Extracted records
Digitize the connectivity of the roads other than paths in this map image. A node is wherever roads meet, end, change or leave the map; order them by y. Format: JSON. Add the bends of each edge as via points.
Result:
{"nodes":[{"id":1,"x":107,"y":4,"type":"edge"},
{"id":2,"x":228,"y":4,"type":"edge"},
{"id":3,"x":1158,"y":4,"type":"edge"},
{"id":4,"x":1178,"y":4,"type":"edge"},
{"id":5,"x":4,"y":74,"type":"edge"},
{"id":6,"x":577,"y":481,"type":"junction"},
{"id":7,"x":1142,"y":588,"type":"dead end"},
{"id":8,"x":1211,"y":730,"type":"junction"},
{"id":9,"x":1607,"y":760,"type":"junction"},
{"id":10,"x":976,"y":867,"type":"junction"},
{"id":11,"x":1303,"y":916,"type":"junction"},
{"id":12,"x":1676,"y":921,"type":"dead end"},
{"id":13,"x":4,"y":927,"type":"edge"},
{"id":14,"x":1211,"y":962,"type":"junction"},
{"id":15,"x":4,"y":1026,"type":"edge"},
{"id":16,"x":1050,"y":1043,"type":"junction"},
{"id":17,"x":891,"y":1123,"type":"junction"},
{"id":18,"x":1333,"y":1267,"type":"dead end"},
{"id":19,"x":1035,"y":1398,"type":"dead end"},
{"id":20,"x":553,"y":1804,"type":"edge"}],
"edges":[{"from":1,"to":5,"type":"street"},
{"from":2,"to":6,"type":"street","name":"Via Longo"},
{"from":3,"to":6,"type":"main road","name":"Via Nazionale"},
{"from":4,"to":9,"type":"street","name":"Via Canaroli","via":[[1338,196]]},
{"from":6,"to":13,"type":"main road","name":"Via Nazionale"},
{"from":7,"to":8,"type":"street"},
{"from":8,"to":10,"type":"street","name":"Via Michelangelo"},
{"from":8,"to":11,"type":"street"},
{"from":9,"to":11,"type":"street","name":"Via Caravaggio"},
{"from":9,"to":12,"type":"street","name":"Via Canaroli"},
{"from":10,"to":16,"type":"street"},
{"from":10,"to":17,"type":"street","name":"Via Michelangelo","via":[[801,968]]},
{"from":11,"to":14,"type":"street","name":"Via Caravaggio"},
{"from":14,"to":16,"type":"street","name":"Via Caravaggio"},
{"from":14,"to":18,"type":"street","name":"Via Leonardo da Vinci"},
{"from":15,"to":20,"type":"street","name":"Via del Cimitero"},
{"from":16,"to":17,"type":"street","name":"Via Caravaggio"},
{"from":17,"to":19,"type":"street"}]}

## Task item
In these entries, please give the number of lines holding the string "Nazionale" and nothing more.

## Solution
2